*** Source data ***

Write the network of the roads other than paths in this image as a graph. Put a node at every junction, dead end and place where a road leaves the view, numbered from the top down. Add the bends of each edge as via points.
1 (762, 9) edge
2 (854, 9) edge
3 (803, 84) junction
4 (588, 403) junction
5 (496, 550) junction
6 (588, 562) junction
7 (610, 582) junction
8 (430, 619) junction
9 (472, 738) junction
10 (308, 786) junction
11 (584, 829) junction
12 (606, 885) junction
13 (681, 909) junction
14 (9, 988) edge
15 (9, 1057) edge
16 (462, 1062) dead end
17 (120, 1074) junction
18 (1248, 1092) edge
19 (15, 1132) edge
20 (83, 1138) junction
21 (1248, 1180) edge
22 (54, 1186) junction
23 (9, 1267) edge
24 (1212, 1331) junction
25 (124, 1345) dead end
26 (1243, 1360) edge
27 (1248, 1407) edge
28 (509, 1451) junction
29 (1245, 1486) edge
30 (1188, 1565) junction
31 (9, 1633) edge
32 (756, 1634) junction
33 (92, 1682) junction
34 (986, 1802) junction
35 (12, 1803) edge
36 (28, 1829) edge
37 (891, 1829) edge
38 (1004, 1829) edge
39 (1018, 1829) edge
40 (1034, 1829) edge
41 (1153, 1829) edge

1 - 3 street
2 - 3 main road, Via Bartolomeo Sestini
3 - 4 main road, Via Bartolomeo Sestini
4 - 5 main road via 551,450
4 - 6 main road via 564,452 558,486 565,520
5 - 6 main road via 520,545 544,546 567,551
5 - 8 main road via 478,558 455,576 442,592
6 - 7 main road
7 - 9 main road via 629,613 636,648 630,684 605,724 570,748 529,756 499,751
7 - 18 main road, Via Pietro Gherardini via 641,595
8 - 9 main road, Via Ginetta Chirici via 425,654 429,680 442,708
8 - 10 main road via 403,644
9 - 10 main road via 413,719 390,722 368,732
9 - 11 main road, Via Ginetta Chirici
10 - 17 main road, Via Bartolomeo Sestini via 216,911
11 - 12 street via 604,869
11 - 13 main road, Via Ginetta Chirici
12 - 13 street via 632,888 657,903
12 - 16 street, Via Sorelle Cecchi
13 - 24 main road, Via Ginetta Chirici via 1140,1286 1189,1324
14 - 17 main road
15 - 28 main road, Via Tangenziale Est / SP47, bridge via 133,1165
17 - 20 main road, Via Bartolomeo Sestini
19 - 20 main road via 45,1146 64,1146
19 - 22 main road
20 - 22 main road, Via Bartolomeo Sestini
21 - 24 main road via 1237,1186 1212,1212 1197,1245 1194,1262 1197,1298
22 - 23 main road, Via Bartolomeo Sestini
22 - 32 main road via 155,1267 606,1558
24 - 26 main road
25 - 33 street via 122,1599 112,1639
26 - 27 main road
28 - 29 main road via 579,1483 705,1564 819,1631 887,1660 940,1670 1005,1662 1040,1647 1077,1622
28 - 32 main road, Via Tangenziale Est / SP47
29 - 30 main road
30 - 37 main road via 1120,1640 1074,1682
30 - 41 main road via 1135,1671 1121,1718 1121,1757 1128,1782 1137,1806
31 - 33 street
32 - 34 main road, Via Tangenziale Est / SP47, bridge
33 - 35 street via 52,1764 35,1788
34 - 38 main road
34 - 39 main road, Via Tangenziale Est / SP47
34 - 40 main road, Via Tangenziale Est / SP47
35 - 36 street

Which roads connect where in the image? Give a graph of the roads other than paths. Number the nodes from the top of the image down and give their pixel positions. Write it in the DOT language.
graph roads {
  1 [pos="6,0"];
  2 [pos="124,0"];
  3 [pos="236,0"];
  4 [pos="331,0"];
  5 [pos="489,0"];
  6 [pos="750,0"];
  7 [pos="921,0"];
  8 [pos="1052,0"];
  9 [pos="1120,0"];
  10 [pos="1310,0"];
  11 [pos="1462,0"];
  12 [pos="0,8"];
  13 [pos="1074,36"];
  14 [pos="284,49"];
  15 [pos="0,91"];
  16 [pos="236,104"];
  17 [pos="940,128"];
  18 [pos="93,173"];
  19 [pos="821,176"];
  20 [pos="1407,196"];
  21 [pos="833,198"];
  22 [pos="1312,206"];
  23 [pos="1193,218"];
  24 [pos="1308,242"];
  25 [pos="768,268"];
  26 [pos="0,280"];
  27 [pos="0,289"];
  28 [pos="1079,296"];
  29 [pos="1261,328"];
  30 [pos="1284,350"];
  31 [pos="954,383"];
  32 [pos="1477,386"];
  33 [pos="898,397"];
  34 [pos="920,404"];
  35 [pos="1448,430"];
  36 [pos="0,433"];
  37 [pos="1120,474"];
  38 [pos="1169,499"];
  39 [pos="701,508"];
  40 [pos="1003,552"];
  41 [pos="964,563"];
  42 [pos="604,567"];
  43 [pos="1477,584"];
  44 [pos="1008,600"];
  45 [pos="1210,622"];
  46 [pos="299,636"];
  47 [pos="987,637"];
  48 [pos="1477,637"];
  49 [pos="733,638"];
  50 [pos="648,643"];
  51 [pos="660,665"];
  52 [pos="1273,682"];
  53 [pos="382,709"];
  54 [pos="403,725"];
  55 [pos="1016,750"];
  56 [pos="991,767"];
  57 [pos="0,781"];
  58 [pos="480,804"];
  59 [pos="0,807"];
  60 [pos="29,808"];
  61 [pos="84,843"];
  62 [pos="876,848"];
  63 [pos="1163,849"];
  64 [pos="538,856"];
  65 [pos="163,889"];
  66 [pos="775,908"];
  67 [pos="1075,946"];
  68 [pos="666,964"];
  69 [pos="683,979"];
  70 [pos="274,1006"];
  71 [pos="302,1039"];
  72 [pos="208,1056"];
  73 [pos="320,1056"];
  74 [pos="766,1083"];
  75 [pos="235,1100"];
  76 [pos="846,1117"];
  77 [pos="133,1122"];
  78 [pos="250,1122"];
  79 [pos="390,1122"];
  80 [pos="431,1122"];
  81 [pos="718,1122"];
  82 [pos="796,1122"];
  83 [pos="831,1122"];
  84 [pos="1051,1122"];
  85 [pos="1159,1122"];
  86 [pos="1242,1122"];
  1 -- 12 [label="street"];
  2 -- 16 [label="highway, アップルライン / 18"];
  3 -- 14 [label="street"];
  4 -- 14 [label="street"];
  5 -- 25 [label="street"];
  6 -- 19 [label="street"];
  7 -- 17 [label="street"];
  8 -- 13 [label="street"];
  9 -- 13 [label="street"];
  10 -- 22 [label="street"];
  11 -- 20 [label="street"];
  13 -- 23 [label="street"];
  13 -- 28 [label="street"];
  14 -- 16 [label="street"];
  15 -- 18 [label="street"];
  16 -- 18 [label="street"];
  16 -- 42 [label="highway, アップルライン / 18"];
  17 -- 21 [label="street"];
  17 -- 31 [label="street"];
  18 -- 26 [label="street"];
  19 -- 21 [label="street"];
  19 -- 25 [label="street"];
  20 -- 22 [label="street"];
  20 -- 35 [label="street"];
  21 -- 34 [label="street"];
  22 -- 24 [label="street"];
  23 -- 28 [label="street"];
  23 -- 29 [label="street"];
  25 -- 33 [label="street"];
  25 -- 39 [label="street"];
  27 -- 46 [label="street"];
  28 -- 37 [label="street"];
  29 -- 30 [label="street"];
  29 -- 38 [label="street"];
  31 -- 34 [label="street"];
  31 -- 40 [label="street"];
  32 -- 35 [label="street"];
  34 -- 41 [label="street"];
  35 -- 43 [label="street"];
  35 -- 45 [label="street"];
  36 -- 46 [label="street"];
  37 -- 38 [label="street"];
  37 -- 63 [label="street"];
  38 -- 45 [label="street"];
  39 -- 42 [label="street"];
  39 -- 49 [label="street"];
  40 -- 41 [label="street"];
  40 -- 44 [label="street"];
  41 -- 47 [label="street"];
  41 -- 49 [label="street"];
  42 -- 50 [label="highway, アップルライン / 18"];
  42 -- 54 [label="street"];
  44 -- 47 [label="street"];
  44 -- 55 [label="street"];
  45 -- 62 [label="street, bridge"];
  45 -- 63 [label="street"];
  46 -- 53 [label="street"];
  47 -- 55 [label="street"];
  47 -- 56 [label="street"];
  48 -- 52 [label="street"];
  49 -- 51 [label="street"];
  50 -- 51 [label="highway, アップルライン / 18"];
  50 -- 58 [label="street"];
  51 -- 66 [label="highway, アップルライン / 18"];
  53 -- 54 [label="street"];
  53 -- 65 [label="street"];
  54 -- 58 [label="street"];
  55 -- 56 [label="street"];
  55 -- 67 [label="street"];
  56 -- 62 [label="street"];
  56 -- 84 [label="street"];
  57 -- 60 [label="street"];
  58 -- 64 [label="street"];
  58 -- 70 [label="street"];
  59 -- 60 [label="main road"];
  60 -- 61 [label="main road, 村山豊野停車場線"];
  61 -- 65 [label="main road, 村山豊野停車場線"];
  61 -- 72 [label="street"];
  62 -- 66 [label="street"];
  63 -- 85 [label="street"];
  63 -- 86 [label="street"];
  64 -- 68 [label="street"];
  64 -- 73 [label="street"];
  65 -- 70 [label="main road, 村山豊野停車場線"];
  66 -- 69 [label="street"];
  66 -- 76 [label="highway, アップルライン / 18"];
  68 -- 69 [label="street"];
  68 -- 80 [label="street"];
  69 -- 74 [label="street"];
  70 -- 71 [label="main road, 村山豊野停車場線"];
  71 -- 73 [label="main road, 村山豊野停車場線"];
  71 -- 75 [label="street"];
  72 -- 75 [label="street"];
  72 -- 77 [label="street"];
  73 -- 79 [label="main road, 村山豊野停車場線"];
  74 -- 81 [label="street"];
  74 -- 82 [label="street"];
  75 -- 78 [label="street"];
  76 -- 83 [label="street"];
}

*** End of Source data ***

→ What is needed
Report all lines of the data that include the word "アップルライン".

→ Answer to the problem
  2 -- 16 [label="highway, アップルライン / 18"];
  16 -- 42 [label="highway, アップルライン / 18"];
  42 -- 50 [label="highway, アップルライン / 18"];
  50 -- 51 [label="highway, アップルライン / 18"];
  51 -- 66 [label="highway, アップルライン / 18"];
  66 -- 76 [label="highway, アップルライン / 18"];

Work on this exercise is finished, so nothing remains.